The unit binormal vector, \(\hat{B}\), is the normal vector to the
instantaneous plane of the curve. So the rate of change of the orientation
of the plane is measured by \(\dfrac{d\hat{B}}{ds}\). However, if we define
the torsion as its magnitude \(\left|\dfrac{d\hat{B}}{ds}\right|\)
(like we did for the curvature), then it would always be positive and we
want its sign to determine the handedness of the twist. So we need a
slightly different definition.
The torsion, \(\tau\), of a parametric curve is \[ \tau=-\,\dfrac{d\hat{B}}{ds}\cdot\hat{N} \] where \(\hat{N}\) is the unit normal vector, \(\hat{B}\) is the unit binormal vector and \(s\) is the arc length parameter on the curve.

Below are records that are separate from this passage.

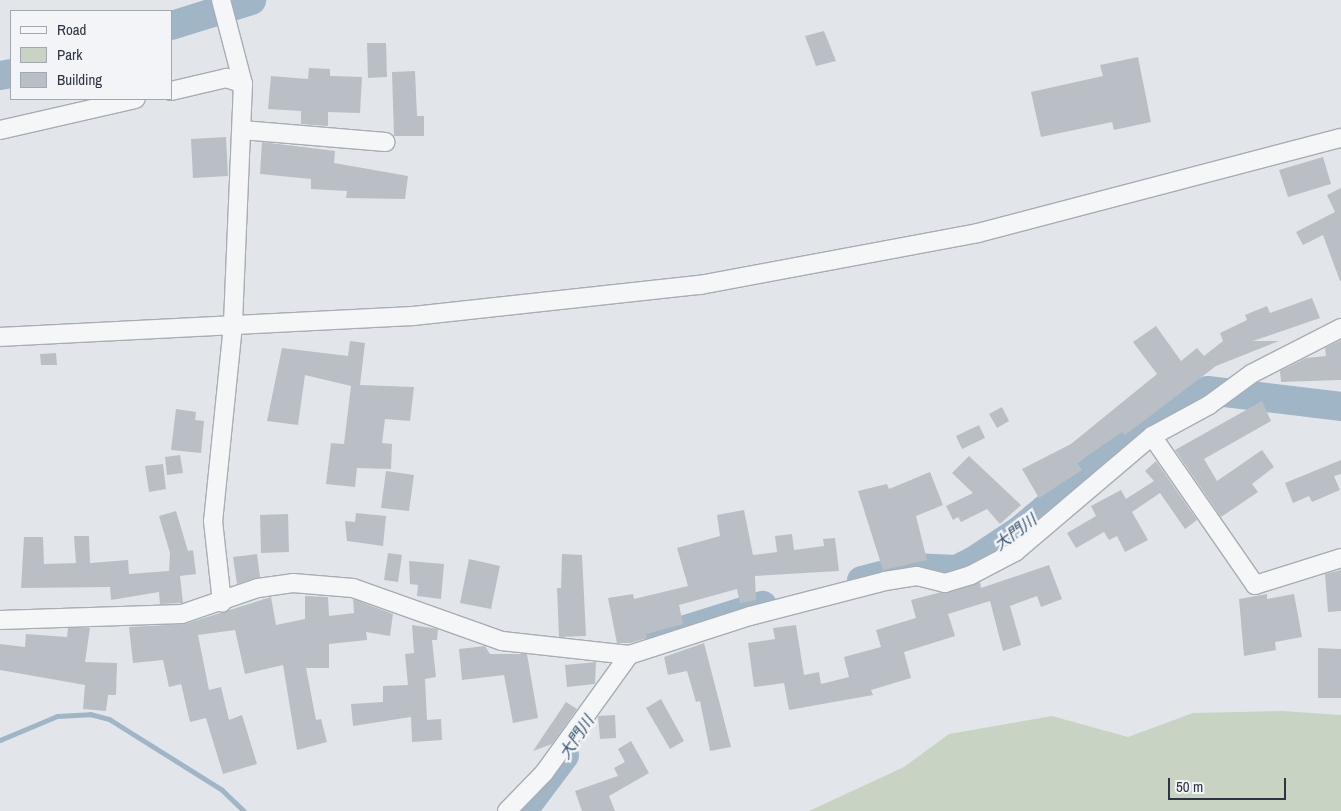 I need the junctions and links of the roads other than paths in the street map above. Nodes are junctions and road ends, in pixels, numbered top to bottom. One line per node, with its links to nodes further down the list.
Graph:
1 (221, 0): 2 (street)
2 (242, 80): 3 (street); 6 (street)
3 (172, 91)
4 (131, 100): 5 (street)
5 (0, 130)
6 (242, 130): 8 (street); 9 (street)
7 (1341, 138): 9 (street)
8 (386, 142)
9 (233, 325): 11 (street); 14 (street)
10 (1341, 328): 12 (street)
11 (0, 337)
12 (1152, 436): 13 (street); 16 (street)
13 (1341, 558)
14 (222, 603): 15 (street); 16 (street)
15 (0, 620)
16 (629, 655): 17 (street)
17 (507, 811)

1) We take the derivative with respect to arc length \(s\) instead of the
parameter \(t\) because we want the torsion to be geometrical and not depend
on the speed we traverse the curve.
2) The minus sign is needed to ensure that the
torsion of a right handed helix is positive and that of a left handed helix
is negative. The helicity of a curve is
defined to be the sign of the torsion.
3) We dot with \(\hat{N}\) because, as we will see on the page about
Frenet Frames,
\(\dfrac{d\hat{B}}{ds}=-\tau\hat{N}\), and this is the best way to isolate
the coefficient \(-\tau\). In fact, if we take the length of this formula, we get
\[
|\tau|=\left|\dfrac{d\hat{B}}{ds}\right|
\]
which could be used as the definition of the torsion, except for its sign
which is the helicity.
It is often easier to calculate torsion using the following formula:
The torsion can be calculated from: \[ \tau=\dfrac{\vec{v}\times\vec{a}\cdot\vec j}{|\vec{v}\times\vec{a}|^2} \]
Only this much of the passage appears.